Para quem gosta de Nelson Rodrigues, uma ida às livrarias, hoje em dia, compensa: há livros dele por todos os lados. Sua obra completa foi relançada pela Companhia das Letras, organizada por Ruy Castro, e os livros, em maior ou menor grau, são sempre interessantes. Já passei por O óbvio ululante, A menina sem estrela e concluí outro dia, sem nenhuma ansiedade porque é o tipo de livro que se lê aos pedaços, com prazer, voltando várias vezes a certas crônicas a coletânea O remador de Ben-Hur, me divertindo a valer.

Mas compreendi um pouco as razões de tanta gente achar Nelson chato e redundante. Eterno personagem de si mesmo, ele se repetia muito. De confissões e crônicas para memórias, há nessa coleção reeditada pela Cia. das Letras muita coisa ótima, mas você encontrará também, muitas vezes, os mesmos períodos, idênticas frases, bordões obsessivos, e poderá recordar aquilo que muita gente de língua ferina diz dele ou de escritores como Dalton Trevisan: certo, esses caras têm estilo, mas, quanta monotonia! Bem, talvez o que chamamos de estilo seja mesmo uma forma superior de monotonia.

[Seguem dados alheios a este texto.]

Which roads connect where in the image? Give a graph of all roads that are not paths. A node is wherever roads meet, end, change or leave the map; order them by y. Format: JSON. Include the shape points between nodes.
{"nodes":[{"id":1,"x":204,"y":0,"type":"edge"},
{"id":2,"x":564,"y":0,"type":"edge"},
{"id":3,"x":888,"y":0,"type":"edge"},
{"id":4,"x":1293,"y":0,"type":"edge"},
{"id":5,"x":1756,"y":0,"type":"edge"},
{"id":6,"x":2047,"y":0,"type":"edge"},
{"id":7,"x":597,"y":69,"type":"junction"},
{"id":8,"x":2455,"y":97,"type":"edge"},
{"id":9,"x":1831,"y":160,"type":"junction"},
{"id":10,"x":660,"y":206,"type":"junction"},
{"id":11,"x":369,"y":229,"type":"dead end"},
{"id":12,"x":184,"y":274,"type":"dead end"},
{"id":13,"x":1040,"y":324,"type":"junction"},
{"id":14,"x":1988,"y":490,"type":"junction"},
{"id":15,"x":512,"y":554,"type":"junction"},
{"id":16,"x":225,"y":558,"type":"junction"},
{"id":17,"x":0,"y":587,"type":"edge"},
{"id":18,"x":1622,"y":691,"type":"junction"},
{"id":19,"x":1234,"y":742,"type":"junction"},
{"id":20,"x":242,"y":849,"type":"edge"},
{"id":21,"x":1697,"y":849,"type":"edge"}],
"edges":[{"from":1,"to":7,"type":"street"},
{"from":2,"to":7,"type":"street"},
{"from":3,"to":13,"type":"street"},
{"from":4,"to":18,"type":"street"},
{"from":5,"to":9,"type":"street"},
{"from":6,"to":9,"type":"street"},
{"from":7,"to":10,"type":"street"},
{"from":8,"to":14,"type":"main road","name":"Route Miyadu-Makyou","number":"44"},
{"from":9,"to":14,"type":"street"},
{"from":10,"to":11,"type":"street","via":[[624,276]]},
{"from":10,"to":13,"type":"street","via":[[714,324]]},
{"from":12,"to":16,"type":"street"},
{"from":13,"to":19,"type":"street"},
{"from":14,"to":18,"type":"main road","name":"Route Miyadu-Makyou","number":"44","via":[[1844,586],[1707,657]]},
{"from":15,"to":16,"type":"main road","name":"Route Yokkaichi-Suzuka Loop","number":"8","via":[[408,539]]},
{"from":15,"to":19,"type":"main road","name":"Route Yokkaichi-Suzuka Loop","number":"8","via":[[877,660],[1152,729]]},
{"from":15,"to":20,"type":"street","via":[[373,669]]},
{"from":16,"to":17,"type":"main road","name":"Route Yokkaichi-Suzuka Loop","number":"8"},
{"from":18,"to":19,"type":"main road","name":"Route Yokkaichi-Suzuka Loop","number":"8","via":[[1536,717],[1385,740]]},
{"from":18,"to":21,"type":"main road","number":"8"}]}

O certo é que Nelson pega, como um vício. E o que escreveu, com todos os seus exageros, em parte se revelou profético mesmo, como afirma Castro.

Lembro-me bem que o achava, nos anos 60, um fenômeno exclusivamente carioca, pois era leitor do "Pasquim", e o jornal fez com que eu me acostumasse a achar Nelson um monstro asqueroso de direita (a esquerda sempre soube demonificar seus inimigos; Paulo Francis uma vez disse que o único talento real dos esquerdistas seria a difamação). No caso de Nelson, a esquerda tinha todas as razões para odiá-lo, porque era mesmo um reacionário assumido, numa época em que uma ditadura odiosa exigia que os bem-pensantes ao menos escondessem suas predileções mais suspeitas.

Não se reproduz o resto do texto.